Collected data entries:
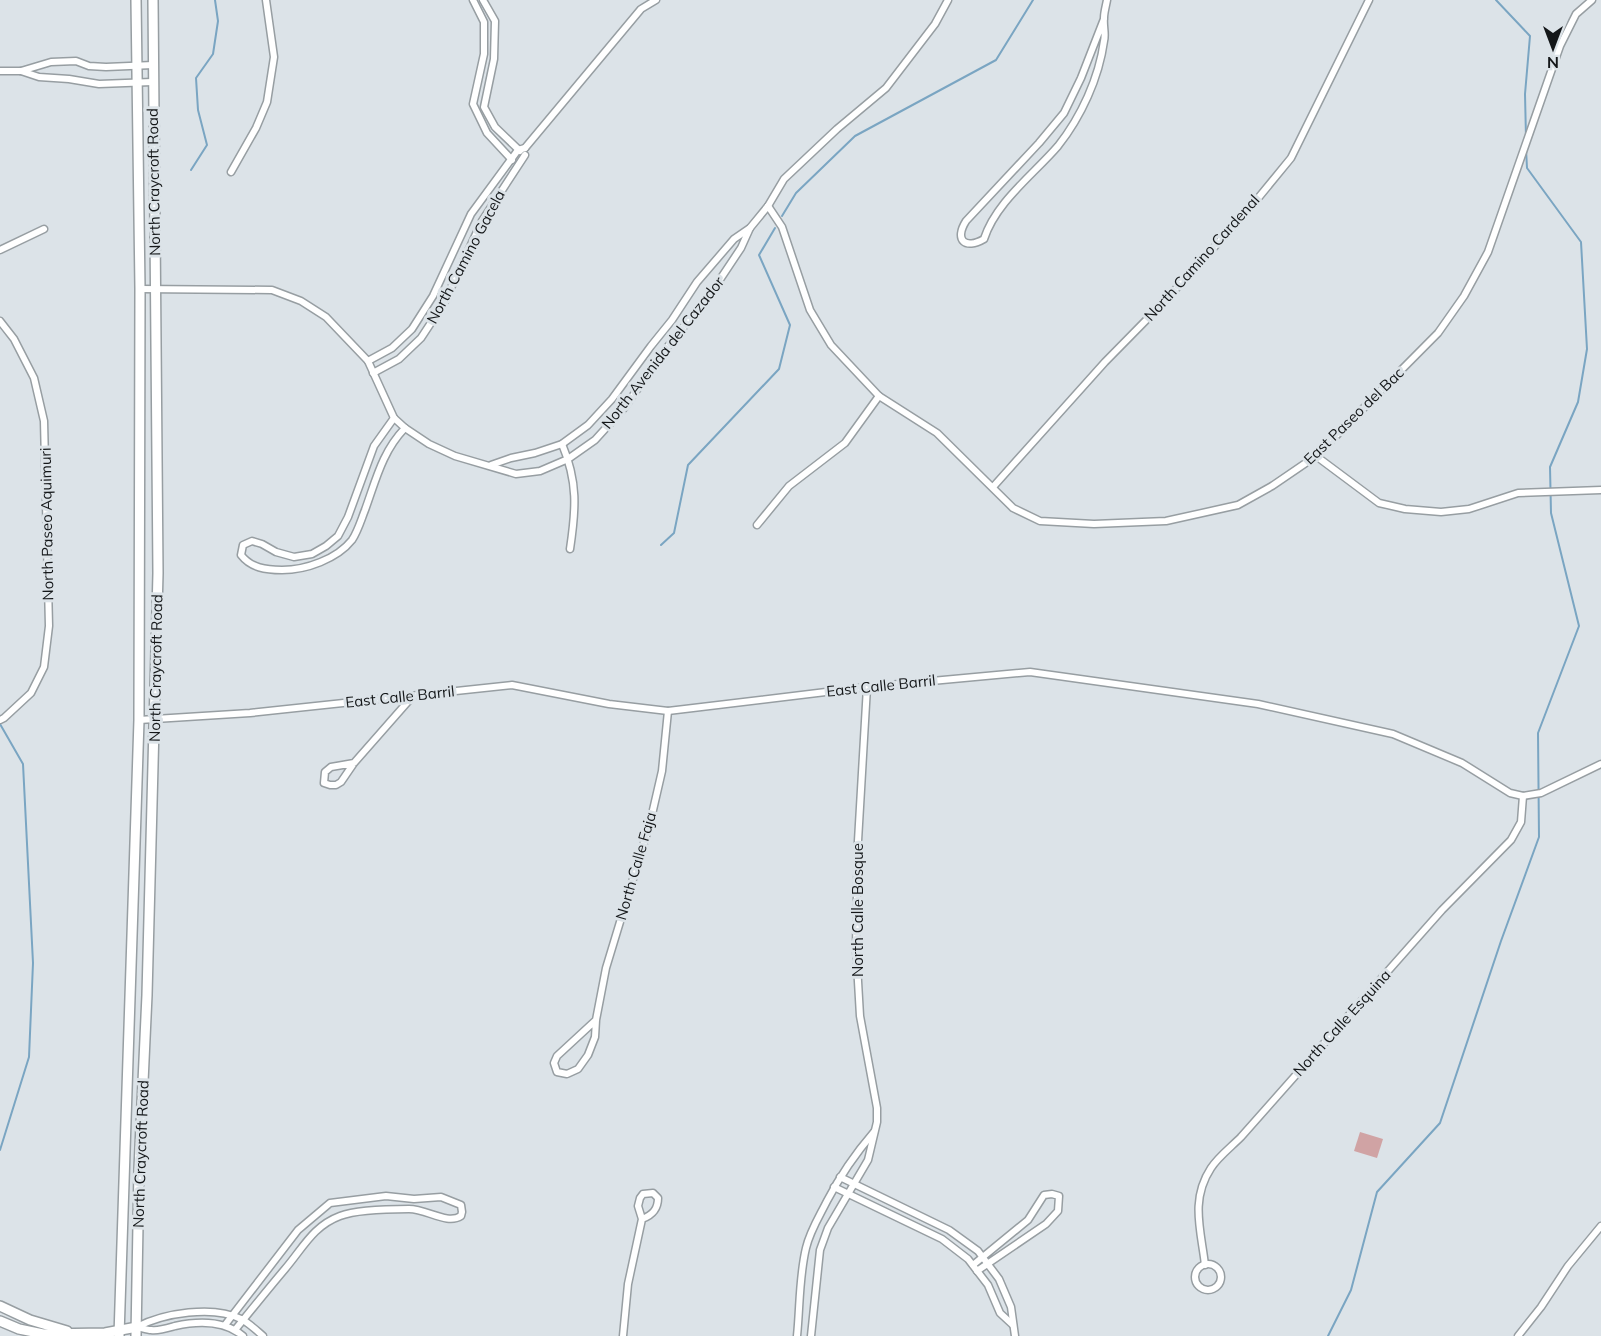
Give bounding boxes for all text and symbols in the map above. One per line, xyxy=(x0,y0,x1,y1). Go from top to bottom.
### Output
north arrow xyxy=(1523,18,1583,78)
text: N xyxy=(1547,53,1559,73)
street label: North Craycroft Road xyxy=(143,108,164,256)
street label: North Camino Gacela xyxy=(422,187,509,327)
street label: North Camino Cardenal xyxy=(1140,191,1263,325)
street label: North Avenida del Cazador xyxy=(597,272,728,433)
street label: East Paseo del Bac xyxy=(1300,363,1408,468)
street label: North Paseo Aquimuri xyxy=(36,447,57,601)
street label: North Craycroft Road xyxy=(145,594,166,742)
street label: East Calle Barril xyxy=(825,670,936,701)
street label: East Calle Barril xyxy=(344,681,455,712)
street label: North Calle Faja xyxy=(611,810,660,922)
street label: North Calle Bosque xyxy=(848,843,867,977)
street label: North Calle Esquina xyxy=(1289,965,1395,1080)
street label: North Craycroft Road xyxy=(128,1080,153,1228)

Directions for this task =>
Your task is to repeat the entries above exactly, omitting the pictures.

Finished exercise =>
Give bounding boxes for all text and symbols in the map above. One per line, xyxy=(x0,y0,x1,y1). Go from top to bottom.
### Output
north arrow xyxy=(1523,18,1583,78)
text: N xyxy=(1547,53,1559,73)
street label: North Craycroft Road xyxy=(143,108,164,256)
street label: North Camino Gacela xyxy=(422,187,509,327)
street label: North Camino Cardenal xyxy=(1140,191,1263,325)
street label: North Avenida del Cazador xyxy=(597,272,728,433)
street label: East Paseo del Bac xyxy=(1300,363,1408,468)
street label: North Paseo Aquimuri xyxy=(36,447,57,601)
street label: North Craycroft Road xyxy=(145,594,166,742)
street label: East Calle Barril xyxy=(825,670,936,701)
street label: East Calle Barril xyxy=(344,681,455,712)
street label: North Calle Faja xyxy=(611,810,660,922)
street label: North Calle Bosque xyxy=(848,843,867,977)
street label: North Calle Esquina xyxy=(1289,965,1395,1080)
street label: North Craycroft Road xyxy=(128,1080,153,1228)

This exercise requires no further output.